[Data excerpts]

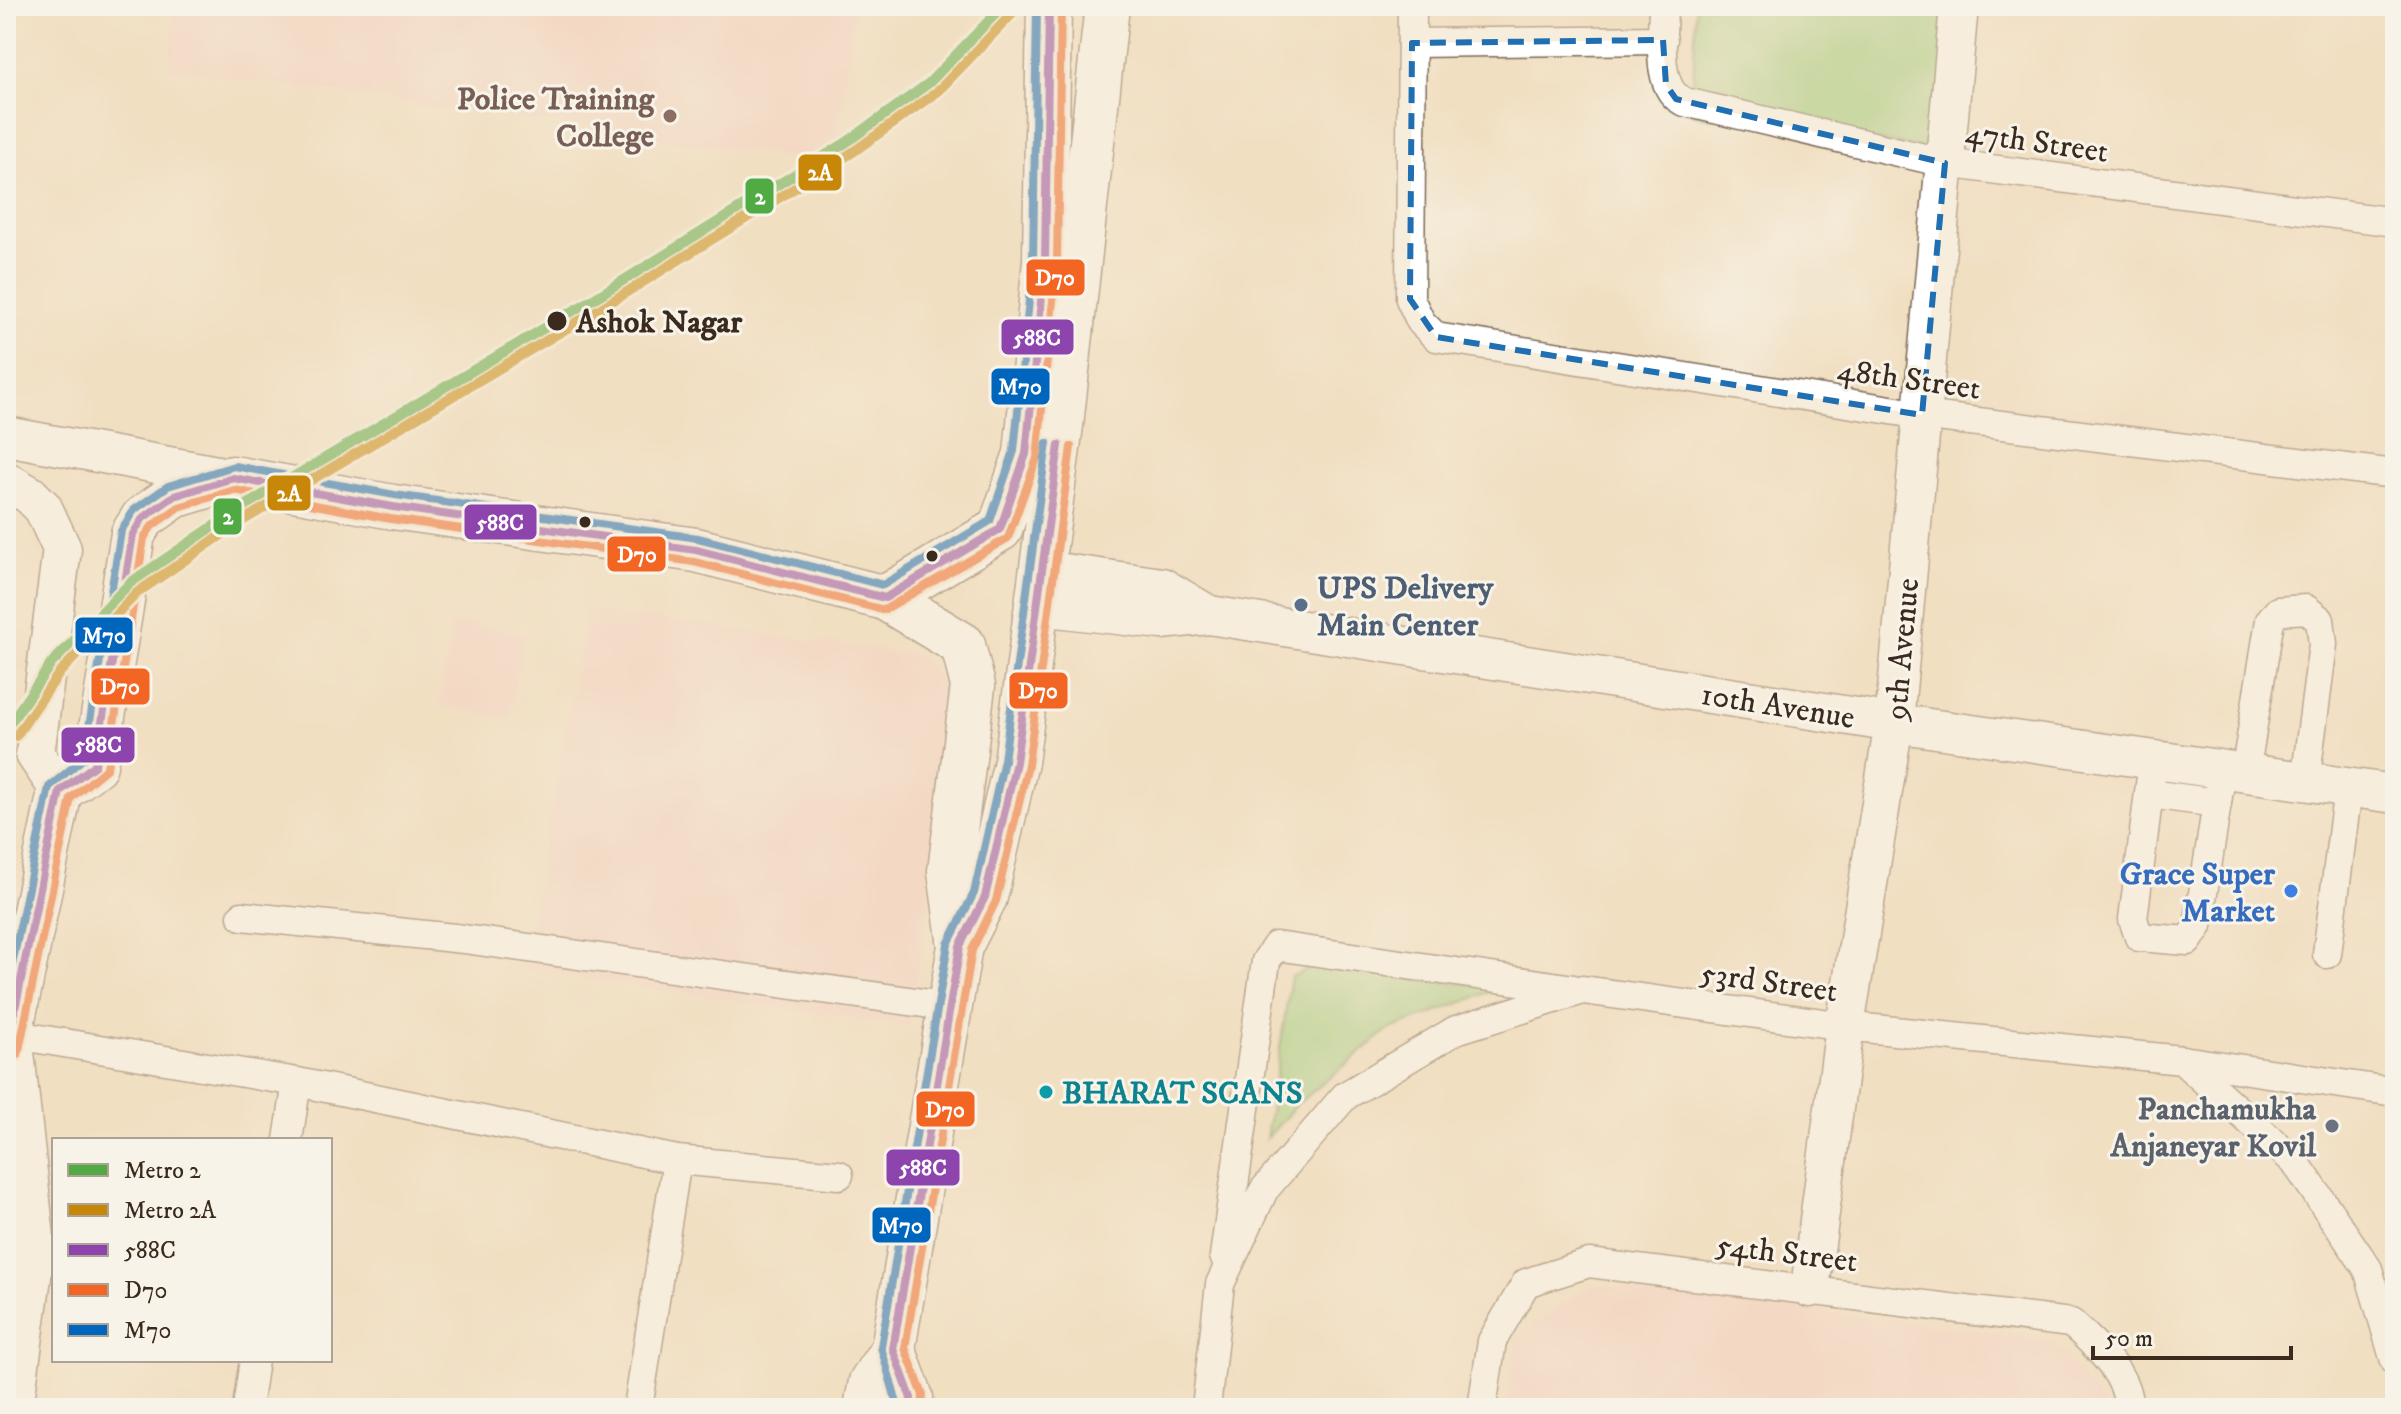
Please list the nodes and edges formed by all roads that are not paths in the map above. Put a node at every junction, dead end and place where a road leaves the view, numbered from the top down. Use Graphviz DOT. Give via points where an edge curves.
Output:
graph roads {
  1 [pos="1049,6"];
  2 [pos="1107,6"];
  3 [pos="1412,6"];
  4 [pos="1663,6"];
  5 [pos="1959,6"];
  6 [pos="1663,40"];
  7 [pos="1412,43"];
  8 [pos="1945,163"];
  9 [pos="2395,222"];
  10 [pos="1922,415"];
  11 [pos="13,437"];
  12 [pos="2395,474"];
  13 [pos="233,478"];
  14 [pos="6,481"];
  15 [pos="1041,588"];
  16 [pos="885,598"];
  17 [pos="1894,723"];
  18 [pos="2151,778"];
  19 [pos="2305,782"];
  20 [pos="2228,783"];
  21 [pos="2348,788"];
  22 [pos="60,791"];
  23 [pos="2395,794"];
  24 [pos="242,916"];
  25 [pos="960,946"];
  26 [pos="2327,954"];
  27 [pos="1583,990"];
  28 [pos="952,1007"];
  29 [pos="1845,1026"];
  30 [pos="8,1043"];
  31 [pos="2182,1060"];
  32 [pos="297,1082"];
  33 [pos="2395,1092"];
  34 [pos="288,1138"];
  35 [pos="677,1160"];
  36 [pos="839,1175"];
  37 [pos="1220,1284"];
  38 [pos="1810,1288"];
  39 [pos="893,1349"];
  40 [pos="2395,1361"];
  41 [pos="254,1362"];
  42 [pos="11,1408"];
  43 [pos="247,1408"];
  44 [pos="638,1408"];
  45 [pos="866,1408"];
  46 [pos="910,1408"];
  47 [pos="1206,1408"];
  48 [pos="1482,1408"];
  49 [pos="2128,1408"];
  1 -- 16 [label="main road" via="1045,261 1026,454 1000,529"];
  2 -- 15 [label="main road"];
  3 -- 7 [label="street"];
  4 -- 6 [label="street"];
  5 -- 8 [label="street, 9th Avenue"];
  6 -- 7 [label="street"];
  6 -- 8 [label="street, 47th Street" via="1666,85 1676,99"];
  7 -- 10 [label="street, 48th Street" via="1410,299 1436,337"];
  8 -- 9 [label="street, 47th Street"];
  8 -- 10 [label="street, 9th Avenue"];
  10 -- 12 [label="street, 48th Street"];
  10 -- 17 [label="street, 9th Avenue"];
  11 -- 13 [label="street"];
  13 -- 16 [label="main road" via="393,507 696,550"];
  13 -- 22 [label="main road" via="174,496 143,518 133,534 95,765"];
  14 -- 22 [label="street" via="43,508 62,549 35,754"];
  15 -- 17 [label="street, 10th Avenue" via="1162,587 1209,615"];
  15 -- 25 [label="main road" via="1016,762 985,897"];
  16 -- 25 [label="main road" via="963,645 973,686 950,871"];
  17 -- 18 [label="street, 10th Avenue"];
  17 -- 29 [label="street, 9th Avenue"];
  18 -- 20 [label="street, 10th Avenue"];
  18 -- 20 [label="street" via="2133,919 2139,937 2159,942 2188,941 2198,926"];
  19 -- 20 [label="street, 10th Avenue"];
  19 -- 20 [label="street" via="2323,644 2320,620 2306,609 2278,611 2270,620"];
  19 -- 21 [label="street, 10th Avenue"];
  21 -- 23 [label="street, 10th Avenue"];
  21 -- 26 [label="street"];
  22 -- 30 [label="main road"];
  24 -- 28 [label="street" via="464,939"];
  25 -- 28 [label="main road"];
  27 -- 29 [label="street, 53rd Street"];
  27 -- 37 [label="street, 53rd Street" via="1456,1030 1345,1096 1264,1190"];
  27 -- 37 [label="street" via="1276,946 1266,961"];
  28 -- 39 [label="main road"];
  29 -- 31 [label="street, 53rd Street"];
  29 -- 38 [label="street, 9th Avenue"];
  30 -- 32 [label="street"];
  30 -- 42 [label="main road" via="33,1247"];
  31 -- 33 [label="street, 53rd Street"];
  31 -- 40 [label="street" via="2295,1162 2368,1269"];
  32 -- 34 [label="street"];
  32 -- 35 [label="street"];
  35 -- 36 [label="street"];
  35 -- 44 [label="street"];
  37 -- 47 [label="street, 53rd Street"];
  38 -- 48 [label="street, 54th Street" via="1589,1263 1526,1283 1492,1341"];
  38 -- 49 [label="street, 54th Street" via="2071,1323 2103,1351 2128,1398"];
  39 -- 45 [label="main road" via="871,1382"];
  39 -- 46 [label="main road"];
  41 -- 43 [label="street"];
}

WHAT NEEDS TO BE DONE: Start at the first line and set down all of the data exactly, passing over the pictures.

OUTPUT BELOW:
Please list the nodes and edges formed by all roads that are not paths in the map above. Put a node at every junction, dead end and place where a road leaves the view, numbered from the top down. Use Graphviz DOT. Give via points where an edge curves.
Output:
graph roads {
  1 [pos="1049,6"];
  2 [pos="1107,6"];
  3 [pos="1412,6"];
  4 [pos="1663,6"];
  5 [pos="1959,6"];
  6 [pos="1663,40"];
  7 [pos="1412,43"];
  8 [pos="1945,163"];
  9 [pos="2395,222"];
  10 [pos="1922,415"];
  11 [pos="13,437"];
  12 [pos="2395,474"];
  13 [pos="233,478"];
  14 [pos="6,481"];
  15 [pos="1041,588"];
  16 [pos="885,598"];
  17 [pos="1894,723"];
  18 [pos="2151,778"];
  19 [pos="2305,782"];
  20 [pos="2228,783"];
  21 [pos="2348,788"];
  22 [pos="60,791"];
  23 [pos="2395,794"];
  24 [pos="242,916"];
  25 [pos="960,946"];
  26 [pos="2327,954"];
  27 [pos="1583,990"];
  28 [pos="952,1007"];
  29 [pos="1845,1026"];
  30 [pos="8,1043"];
  31 [pos="2182,1060"];
  32 [pos="297,1082"];
  33 [pos="2395,1092"];
  34 [pos="288,1138"];
  35 [pos="677,1160"];
  36 [pos="839,1175"];
  37 [pos="1220,1284"];
  38 [pos="1810,1288"];
  39 [pos="893,1349"];
  40 [pos="2395,1361"];
  41 [pos="254,1362"];
  42 [pos="11,1408"];
  43 [pos="247,1408"];
  44 [pos="638,1408"];
  45 [pos="866,1408"];
  46 [pos="910,1408"];
  47 [pos="1206,1408"];
  48 [pos="1482,1408"];
  49 [pos="2128,1408"];
  1 -- 16 [label="main road" via="1045,261 1026,454 1000,529"];
  2 -- 15 [label="main road"];
  3 -- 7 [label="street"];
  4 -- 6 [label="street"];
  5 -- 8 [label="street, 9th Avenue"];
  6 -- 7 [label="street"];
  6 -- 8 [label="street, 47th Street" via="1666,85 1676,99"];
  7 -- 10 [label="street, 48th Street" via="1410,299 1436,337"];
  8 -- 9 [label="street, 47th Street"];
  8 -- 10 [label="street, 9th Avenue"];
  10 -- 12 [label="street, 48th Street"];
  10 -- 17 [label="street, 9th Avenue"];
  11 -- 13 [label="street"];
  13 -- 16 [label="main road" via="393,507 696,550"];
  13 -- 22 [label="main road" via="174,496 143,518 133,534 95,765"];
  14 -- 22 [label="street" via="43,508 62,549 35,754"];
  15 -- 17 [label="street, 10th Avenue" via="1162,587 1209,615"];
  15 -- 25 [label="main road" via="1016,762 985,897"];
  16 -- 25 [label="main road" via="963,645 973,686 950,871"];
  17 -- 18 [label="street, 10th Avenue"];
  17 -- 29 [label="street, 9th Avenue"];
  18 -- 20 [label="street, 10th Avenue"];
  18 -- 20 [label="street" via="2133,919 2139,937 2159,942 2188,941 2198,926"];
  19 -- 20 [label="street, 10th Avenue"];
  19 -- 20 [label="street" via="2323,644 2320,620 2306,609 2278,611 2270,620"];
  19 -- 21 [label="street, 10th Avenue"];
  21 -- 23 [label="street, 10th Avenue"];
  21 -- 26 [label="street"];
  22 -- 30 [label="main road"];
  24 -- 28 [label="street" via="464,939"];
  25 -- 28 [label="main road"];
  27 -- 29 [label="street, 53rd Street"];
  27 -- 37 [label="street, 53rd Street" via="1456,1030 1345,1096 1264,1190"];
  27 -- 37 [label="street" via="1276,946 1266,961"];
  28 -- 39 [label="main road"];
  29 -- 31 [label="street, 53rd Street"];
  29 -- 38 [label="street, 9th Avenue"];
  30 -- 32 [label="street"];
  30 -- 42 [label="main road" via="33,1247"];
  31 -- 33 [label="street, 53rd Street"];
  31 -- 40 [label="street" via="2295,1162 2368,1269"];
  32 -- 34 [label="street"];
  32 -- 35 [label="street"];
  35 -- 36 [label="street"];
  35 -- 44 [label="street"];
  37 -- 47 [label="street, 53rd Street"];
  38 -- 48 [label="street, 54th Street" via="1589,1263 1526,1283 1492,1341"];
  38 -- 49 [label="street, 54th Street" via="2071,1323 2103,1351 2128,1398"];
  39 -- 45 [label="main road" via="871,1382"];
  39 -- 46 [label="main road"];
  41 -- 43 [label="street"];
}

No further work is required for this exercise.